## [SOURCE RECORDS]

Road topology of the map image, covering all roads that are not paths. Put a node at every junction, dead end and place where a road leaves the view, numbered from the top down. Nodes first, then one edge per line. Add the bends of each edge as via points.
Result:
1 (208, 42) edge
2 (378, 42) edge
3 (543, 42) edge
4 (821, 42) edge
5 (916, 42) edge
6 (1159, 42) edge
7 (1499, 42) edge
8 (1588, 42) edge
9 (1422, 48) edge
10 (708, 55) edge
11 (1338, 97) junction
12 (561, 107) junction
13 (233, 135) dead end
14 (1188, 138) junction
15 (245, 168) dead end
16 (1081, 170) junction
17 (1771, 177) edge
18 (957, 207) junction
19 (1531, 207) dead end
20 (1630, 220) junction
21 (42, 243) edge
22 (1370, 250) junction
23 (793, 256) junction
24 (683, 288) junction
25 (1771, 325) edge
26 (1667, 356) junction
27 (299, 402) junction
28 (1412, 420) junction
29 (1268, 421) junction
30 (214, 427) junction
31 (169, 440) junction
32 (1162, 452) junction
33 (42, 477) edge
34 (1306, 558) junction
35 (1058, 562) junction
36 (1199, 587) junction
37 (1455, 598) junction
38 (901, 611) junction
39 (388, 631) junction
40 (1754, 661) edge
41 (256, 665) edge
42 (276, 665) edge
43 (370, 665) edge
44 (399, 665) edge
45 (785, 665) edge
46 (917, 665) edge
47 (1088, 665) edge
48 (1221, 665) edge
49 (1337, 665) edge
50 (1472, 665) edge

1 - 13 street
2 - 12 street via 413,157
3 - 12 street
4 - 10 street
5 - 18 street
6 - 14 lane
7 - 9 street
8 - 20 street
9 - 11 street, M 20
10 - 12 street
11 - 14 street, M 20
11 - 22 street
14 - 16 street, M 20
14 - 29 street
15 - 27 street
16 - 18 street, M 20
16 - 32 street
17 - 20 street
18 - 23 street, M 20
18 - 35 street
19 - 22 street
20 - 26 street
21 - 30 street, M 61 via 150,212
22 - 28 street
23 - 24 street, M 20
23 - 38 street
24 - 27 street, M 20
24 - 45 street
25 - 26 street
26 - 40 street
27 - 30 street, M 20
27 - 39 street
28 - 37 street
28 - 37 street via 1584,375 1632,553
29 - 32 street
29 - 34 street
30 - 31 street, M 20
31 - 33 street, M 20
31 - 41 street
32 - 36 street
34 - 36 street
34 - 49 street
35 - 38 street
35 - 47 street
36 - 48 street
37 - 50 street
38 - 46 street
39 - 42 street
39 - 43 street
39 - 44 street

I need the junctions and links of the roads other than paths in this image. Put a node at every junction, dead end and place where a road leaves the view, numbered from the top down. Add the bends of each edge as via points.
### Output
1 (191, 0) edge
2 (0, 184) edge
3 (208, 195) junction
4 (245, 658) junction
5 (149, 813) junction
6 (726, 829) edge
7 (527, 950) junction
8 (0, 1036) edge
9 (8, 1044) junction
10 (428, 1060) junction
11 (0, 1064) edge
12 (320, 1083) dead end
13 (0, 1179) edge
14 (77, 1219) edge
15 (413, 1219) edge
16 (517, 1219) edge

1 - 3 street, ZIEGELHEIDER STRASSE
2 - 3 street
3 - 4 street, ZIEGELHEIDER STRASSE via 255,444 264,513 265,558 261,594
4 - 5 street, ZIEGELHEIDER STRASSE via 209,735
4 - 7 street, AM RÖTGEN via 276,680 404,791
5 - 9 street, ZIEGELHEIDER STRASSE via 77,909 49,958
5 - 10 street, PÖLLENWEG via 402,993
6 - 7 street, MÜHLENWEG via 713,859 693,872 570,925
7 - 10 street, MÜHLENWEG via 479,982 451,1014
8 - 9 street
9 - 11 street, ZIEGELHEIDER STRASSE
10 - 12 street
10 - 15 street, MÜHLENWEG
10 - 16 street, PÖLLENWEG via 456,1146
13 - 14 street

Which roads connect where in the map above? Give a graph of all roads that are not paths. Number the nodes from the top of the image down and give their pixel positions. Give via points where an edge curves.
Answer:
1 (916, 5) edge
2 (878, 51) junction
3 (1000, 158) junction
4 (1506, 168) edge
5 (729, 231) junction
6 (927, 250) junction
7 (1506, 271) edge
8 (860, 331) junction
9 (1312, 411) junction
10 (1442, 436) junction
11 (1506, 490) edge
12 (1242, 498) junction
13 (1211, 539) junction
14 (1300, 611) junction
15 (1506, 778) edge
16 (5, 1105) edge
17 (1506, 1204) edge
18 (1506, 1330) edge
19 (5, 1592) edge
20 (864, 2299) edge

## [REQUIRED ACTION]
Set the whole listing down, word for word.

## [WRITTEN ANSWER]
Road topology of the map image, covering all roads that are not paths. Put a node at every junction, dead end and place where a road leaves the view, numbered from the top down. Nodes first, then one edge per line. Add the bends of each edge as via points.
Result:
1 (208, 42) edge
2 (378, 42) edge
3 (543, 42) edge
4 (821, 42) edge
5 (916, 42) edge
6 (1159, 42) edge
7 (1499, 42) edge
8 (1588, 42) edge
9 (1422, 48) edge
10 (708, 55) edge
11 (1338, 97) junction
12 (561, 107) junction
13 (233, 135) dead end
14 (1188, 138) junction
15 (245, 168) dead end
16 (1081, 170) junction
17 (1771, 177) edge
18 (957, 207) junction
19 (1531, 207) dead end
20 (1630, 220) junction
21 (42, 243) edge
22 (1370, 250) junction
23 (793, 256) junction
24 (683, 288) junction
25 (1771, 325) edge
26 (1667, 356) junction
27 (299, 402) junction
28 (1412, 420) junction
29 (1268, 421) junction
30 (214, 427) junction
31 (169, 440) junction
32 (1162, 452) junction
33 (42, 477) edge
34 (1306, 558) junction
35 (1058, 562) junction
36 (1199, 587) junction
37 (1455, 598) junction
38 (901, 611) junction
39 (388, 631) junction
40 (1754, 661) edge
41 (256, 665) edge
42 (276, 665) edge
43 (370, 665) edge
44 (399, 665) edge
45 (785, 665) edge
46 (917, 665) edge
47 (1088, 665) edge
48 (1221, 665) edge
49 (1337, 665) edge
50 (1472, 665) edge

1 - 13 street
2 - 12 street via 413,157
3 - 12 street
4 - 10 street
5 - 18 street
6 - 14 lane
7 - 9 street
8 - 20 street
9 - 11 street, M 20
10 - 12 street
11 - 14 street, M 20
11 - 22 street
14 - 16 street, M 20
14 - 29 street
15 - 27 street
16 - 18 street, M 20
16 - 32 street
17 - 20 street
18 - 23 street, M 20
18 - 35 street
19 - 22 street
20 - 26 street
21 - 30 street, M 61 via 150,212
22 - 28 street
23 - 24 street, M 20
23 - 38 street
24 - 27 street, M 20
24 - 45 street
25 - 26 street
26 - 40 street
27 - 30 street, M 20
27 - 39 street
28 - 37 street
28 - 37 street via 1584,375 1632,553
29 - 32 street
29 - 34 street
30 - 31 street, M 20
31 - 33 street, M 20
31 - 41 street
32 - 36 street
34 - 36 street
34 - 49 street
35 - 38 street
35 - 47 street
36 - 48 street
37 - 50 street
38 - 46 street
39 - 42 street
39 - 43 street
39 - 44 street

I need the junctions and links of the roads other than paths in this image. Put a node at every junction, dead end and place where a road leaves the view, numbered from the top down. Add the bends of each edge as via points.
### Output
1 (191, 0) edge
2 (0, 184) edge
3 (208, 195) junction
4 (245, 658) junction
5 (149, 813) junction
6 (726, 829) edge
7 (527, 950) junction
8 (0, 1036) edge
9 (8, 1044) junction
10 (428, 1060) junction
11 (0, 1064) edge
12 (320, 1083) dead end
13 (0, 1179) edge
14 (77, 1219) edge
15 (413, 1219) edge
16 (517, 1219) edge

1 - 3 street, ZIEGELHEIDER STRASSE
2 - 3 street
3 - 4 street, ZIEGELHEIDER STRASSE via 255,444 264,513 265,558 261,594
4 - 5 street, ZIEGELHEIDER STRASSE via 209,735
4 - 7 street, AM RÖTGEN via 276,680 404,791
5 - 9 street, ZIEGELHEIDER STRASSE via 77,909 49,958
5 - 10 street, PÖLLENWEG via 402,993
6 - 7 street, MÜHLENWEG via 713,859 693,872 570,925
7 - 10 street, MÜHLENWEG via 479,982 451,1014
8 - 9 street
9 - 11 street, ZIEGELHEIDER STRASSE
10 - 12 street
10 - 15 street, MÜHLENWEG
10 - 16 street, PÖLLENWEG via 456,1146
13 - 14 street

Which roads connect where in the map above? Give a graph of all roads that are not paths. Number the nodes from the top of the image down and give their pixel positions. Give via points where an edge curves.
Answer:
1 (916, 5) edge
2 (878, 51) junction
3 (1000, 158) junction
4 (1506, 168) edge
5 (729, 231) junction
6 (927, 250) junction
7 (1506, 271) edge
8 (860, 331) junction
9 (1312, 411) junction
10 (1442, 436) junction
11 (1506, 490) edge
12 (1242, 498) junction
13 (1211, 539) junction
14 (1300, 611) junction
15 (1506, 778) edge
16 (5, 1105) edge
17 (1506, 1204) edge
18 (1506, 1330) edge
19 (5, 1592) edge
20 (864, 2299) edge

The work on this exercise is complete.